> _Task item_
Go line by line through the data below and count those that hold "Venloer". Return only the number.

> _Records provided_
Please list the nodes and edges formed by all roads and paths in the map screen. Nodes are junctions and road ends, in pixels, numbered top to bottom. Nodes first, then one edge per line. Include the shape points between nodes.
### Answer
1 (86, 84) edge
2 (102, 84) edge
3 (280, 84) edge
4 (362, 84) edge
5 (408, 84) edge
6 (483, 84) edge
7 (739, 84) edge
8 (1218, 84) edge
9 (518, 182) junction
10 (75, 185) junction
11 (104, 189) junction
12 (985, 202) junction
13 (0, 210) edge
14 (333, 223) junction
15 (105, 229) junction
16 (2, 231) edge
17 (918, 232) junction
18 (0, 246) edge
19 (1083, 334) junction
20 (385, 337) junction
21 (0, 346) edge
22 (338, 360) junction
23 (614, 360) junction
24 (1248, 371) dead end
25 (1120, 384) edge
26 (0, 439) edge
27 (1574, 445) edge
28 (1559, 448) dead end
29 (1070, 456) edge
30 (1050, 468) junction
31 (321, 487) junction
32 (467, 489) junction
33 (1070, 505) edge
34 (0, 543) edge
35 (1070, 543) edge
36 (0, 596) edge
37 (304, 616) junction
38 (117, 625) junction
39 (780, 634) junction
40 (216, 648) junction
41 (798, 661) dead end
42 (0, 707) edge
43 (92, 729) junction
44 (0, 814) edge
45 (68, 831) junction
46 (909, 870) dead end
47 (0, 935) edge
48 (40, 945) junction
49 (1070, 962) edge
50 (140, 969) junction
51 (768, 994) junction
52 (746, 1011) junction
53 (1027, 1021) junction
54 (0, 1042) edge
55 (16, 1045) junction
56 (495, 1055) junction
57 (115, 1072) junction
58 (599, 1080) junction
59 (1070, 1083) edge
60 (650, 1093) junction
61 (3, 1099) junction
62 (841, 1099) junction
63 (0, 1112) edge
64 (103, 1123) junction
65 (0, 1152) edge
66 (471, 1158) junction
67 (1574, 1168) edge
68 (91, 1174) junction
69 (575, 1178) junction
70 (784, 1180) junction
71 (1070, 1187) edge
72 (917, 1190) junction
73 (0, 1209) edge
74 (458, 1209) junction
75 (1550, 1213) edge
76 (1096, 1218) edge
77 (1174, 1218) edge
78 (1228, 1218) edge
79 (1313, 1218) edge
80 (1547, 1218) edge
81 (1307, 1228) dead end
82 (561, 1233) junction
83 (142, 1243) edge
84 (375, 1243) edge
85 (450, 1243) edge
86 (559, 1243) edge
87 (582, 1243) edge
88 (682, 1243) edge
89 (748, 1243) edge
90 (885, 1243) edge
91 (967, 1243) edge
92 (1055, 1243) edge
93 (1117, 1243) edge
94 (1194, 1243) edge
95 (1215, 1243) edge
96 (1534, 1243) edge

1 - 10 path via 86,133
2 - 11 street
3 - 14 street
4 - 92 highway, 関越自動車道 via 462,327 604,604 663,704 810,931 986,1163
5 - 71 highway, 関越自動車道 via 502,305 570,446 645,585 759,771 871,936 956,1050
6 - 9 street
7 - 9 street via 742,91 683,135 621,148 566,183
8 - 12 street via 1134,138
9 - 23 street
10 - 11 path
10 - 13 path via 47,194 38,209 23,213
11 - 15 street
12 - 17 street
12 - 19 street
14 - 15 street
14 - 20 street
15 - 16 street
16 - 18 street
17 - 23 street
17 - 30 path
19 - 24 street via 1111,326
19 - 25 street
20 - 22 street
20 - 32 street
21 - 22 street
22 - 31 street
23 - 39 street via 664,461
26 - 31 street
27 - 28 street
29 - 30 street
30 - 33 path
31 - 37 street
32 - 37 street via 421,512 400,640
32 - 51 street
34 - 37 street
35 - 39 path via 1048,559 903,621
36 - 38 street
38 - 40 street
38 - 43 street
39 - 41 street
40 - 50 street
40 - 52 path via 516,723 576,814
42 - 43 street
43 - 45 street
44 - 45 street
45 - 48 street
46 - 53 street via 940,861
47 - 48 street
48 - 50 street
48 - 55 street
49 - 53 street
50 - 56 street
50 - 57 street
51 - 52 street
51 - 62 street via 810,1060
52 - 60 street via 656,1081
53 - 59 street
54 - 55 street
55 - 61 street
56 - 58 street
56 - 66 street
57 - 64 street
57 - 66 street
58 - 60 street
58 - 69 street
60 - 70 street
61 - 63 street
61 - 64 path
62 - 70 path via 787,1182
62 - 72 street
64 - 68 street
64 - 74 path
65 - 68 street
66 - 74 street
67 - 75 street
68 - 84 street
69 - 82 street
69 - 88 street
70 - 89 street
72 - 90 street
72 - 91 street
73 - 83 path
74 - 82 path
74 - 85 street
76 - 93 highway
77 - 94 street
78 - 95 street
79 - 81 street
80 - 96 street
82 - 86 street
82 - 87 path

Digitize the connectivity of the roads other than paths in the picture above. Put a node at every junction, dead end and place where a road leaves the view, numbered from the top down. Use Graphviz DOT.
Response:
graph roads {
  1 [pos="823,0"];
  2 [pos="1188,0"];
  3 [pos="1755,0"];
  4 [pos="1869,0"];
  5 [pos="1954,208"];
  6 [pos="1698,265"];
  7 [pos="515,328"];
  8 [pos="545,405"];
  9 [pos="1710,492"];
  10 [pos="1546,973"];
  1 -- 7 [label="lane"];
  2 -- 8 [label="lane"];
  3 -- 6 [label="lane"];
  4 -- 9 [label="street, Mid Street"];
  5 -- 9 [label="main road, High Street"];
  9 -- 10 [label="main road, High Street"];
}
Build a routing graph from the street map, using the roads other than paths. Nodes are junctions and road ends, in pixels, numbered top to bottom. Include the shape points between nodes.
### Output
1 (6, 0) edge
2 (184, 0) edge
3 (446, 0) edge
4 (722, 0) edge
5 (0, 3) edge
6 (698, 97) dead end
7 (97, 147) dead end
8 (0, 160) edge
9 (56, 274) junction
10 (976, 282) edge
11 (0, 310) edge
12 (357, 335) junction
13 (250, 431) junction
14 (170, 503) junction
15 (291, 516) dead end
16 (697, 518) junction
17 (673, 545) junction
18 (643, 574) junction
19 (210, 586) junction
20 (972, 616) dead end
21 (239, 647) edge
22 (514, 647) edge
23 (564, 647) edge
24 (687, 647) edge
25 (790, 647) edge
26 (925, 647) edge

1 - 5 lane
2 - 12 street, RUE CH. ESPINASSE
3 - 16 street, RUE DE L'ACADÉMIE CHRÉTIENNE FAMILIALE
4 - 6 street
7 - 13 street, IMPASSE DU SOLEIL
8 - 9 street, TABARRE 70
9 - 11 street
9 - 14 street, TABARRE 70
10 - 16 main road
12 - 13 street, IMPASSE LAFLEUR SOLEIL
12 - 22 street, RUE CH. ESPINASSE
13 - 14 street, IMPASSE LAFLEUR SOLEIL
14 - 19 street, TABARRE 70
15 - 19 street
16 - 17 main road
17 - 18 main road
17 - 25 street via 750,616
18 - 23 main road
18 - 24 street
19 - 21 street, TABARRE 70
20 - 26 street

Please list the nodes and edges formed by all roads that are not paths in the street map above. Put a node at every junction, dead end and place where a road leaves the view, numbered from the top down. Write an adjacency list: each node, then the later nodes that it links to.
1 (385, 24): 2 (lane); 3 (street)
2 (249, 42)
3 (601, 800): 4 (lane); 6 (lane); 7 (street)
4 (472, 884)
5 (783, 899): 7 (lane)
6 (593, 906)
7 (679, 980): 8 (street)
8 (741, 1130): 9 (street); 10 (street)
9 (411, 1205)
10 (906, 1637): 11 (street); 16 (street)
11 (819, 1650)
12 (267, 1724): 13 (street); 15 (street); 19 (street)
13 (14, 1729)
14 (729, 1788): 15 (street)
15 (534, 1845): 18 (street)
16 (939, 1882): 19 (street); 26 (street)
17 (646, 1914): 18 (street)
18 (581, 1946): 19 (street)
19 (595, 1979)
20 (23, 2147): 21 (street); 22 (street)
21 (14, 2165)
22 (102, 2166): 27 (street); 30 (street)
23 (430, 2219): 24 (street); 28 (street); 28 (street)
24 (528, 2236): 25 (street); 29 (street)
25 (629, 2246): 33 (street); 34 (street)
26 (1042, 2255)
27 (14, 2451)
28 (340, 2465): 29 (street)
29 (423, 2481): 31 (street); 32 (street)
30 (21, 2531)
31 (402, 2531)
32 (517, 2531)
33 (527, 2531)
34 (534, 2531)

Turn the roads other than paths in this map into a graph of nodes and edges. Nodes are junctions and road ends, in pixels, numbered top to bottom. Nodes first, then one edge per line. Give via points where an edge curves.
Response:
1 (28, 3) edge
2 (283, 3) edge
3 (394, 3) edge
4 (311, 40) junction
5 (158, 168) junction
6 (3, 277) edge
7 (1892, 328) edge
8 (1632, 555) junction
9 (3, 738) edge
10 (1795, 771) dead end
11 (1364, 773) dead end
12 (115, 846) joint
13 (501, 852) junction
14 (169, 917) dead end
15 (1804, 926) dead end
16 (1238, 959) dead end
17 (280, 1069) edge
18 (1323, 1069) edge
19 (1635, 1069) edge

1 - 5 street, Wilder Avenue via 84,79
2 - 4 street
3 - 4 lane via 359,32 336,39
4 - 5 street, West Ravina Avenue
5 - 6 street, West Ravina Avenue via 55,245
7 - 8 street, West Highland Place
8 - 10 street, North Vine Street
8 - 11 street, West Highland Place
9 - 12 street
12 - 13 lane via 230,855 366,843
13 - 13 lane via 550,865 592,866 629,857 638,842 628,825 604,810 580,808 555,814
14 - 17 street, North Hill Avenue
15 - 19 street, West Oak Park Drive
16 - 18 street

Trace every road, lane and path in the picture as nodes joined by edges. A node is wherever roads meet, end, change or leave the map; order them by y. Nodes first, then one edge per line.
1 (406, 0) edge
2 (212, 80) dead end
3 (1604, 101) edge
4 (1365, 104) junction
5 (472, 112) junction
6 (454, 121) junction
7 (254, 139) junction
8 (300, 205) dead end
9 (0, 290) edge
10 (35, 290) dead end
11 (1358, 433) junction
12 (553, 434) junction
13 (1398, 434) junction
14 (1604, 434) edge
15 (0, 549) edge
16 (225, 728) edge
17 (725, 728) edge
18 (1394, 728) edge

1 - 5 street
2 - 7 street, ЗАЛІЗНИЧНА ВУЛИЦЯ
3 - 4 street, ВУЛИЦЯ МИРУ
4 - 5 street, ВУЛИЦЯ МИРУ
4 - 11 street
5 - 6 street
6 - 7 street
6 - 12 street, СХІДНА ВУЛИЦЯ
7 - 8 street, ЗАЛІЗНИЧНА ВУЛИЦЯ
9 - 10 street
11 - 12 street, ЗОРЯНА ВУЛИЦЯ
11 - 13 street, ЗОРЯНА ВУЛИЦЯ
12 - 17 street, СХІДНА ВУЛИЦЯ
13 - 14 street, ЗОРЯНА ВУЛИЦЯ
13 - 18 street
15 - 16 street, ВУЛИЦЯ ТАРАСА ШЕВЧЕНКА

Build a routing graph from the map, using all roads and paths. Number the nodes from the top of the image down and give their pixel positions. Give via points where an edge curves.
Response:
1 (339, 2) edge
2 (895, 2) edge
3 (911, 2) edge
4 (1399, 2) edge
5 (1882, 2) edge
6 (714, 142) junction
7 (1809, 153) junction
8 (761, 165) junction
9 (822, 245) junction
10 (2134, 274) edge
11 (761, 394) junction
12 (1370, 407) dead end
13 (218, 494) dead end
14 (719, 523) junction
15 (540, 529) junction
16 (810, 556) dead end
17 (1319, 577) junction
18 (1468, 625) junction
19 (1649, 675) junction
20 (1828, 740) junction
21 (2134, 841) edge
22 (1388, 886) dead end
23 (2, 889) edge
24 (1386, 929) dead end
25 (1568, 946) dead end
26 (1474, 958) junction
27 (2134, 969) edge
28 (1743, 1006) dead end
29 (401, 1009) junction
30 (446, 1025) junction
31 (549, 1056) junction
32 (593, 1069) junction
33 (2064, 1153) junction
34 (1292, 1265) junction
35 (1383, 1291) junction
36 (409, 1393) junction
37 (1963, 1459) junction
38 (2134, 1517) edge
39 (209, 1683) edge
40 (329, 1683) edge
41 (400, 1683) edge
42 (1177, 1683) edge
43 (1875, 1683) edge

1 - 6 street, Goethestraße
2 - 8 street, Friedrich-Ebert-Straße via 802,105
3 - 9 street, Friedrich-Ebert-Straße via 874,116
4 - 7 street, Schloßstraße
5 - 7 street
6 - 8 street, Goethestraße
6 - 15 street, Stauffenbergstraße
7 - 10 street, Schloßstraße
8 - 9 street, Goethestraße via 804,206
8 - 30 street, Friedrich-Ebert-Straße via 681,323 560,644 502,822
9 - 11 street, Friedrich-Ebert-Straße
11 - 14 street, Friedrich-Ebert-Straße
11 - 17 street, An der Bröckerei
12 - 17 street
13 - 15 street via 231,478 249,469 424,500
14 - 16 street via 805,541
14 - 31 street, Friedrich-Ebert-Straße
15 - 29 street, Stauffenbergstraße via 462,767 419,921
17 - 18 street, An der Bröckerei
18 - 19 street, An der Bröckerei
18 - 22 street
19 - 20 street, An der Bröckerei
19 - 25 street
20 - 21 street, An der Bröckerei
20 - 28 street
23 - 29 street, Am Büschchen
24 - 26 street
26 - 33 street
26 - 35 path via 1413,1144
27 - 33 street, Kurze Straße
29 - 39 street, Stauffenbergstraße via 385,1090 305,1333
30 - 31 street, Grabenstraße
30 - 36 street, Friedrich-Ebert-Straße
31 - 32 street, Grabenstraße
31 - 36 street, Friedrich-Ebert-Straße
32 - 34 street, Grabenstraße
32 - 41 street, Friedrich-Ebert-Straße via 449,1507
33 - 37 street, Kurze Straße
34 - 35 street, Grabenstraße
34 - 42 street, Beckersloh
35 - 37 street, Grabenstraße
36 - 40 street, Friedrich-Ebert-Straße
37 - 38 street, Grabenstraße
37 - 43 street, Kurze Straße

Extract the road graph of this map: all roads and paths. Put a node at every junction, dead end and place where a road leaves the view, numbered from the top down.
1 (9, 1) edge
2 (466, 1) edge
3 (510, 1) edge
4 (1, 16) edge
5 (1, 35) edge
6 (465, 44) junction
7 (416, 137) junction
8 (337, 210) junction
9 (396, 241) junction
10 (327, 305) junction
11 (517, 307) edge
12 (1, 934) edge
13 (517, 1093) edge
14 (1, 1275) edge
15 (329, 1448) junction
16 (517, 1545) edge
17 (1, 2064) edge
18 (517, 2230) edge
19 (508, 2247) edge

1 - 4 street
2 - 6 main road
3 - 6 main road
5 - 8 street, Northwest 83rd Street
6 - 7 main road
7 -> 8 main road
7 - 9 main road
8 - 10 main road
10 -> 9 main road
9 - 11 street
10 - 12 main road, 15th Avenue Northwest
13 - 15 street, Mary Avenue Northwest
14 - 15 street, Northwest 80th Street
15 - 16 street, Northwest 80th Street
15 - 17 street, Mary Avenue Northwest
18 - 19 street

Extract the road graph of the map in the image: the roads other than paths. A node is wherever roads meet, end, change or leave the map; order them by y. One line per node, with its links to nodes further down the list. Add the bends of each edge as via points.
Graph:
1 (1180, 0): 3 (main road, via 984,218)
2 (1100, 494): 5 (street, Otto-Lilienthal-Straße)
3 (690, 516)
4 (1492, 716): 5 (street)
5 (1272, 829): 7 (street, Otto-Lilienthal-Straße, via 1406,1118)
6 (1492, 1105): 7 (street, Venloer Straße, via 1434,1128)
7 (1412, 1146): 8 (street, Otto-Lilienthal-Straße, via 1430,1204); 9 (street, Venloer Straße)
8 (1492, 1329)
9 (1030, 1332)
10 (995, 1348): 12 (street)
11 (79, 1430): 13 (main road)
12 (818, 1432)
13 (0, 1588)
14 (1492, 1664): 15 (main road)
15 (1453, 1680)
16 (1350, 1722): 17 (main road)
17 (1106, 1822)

> _Answer for this exercise_
2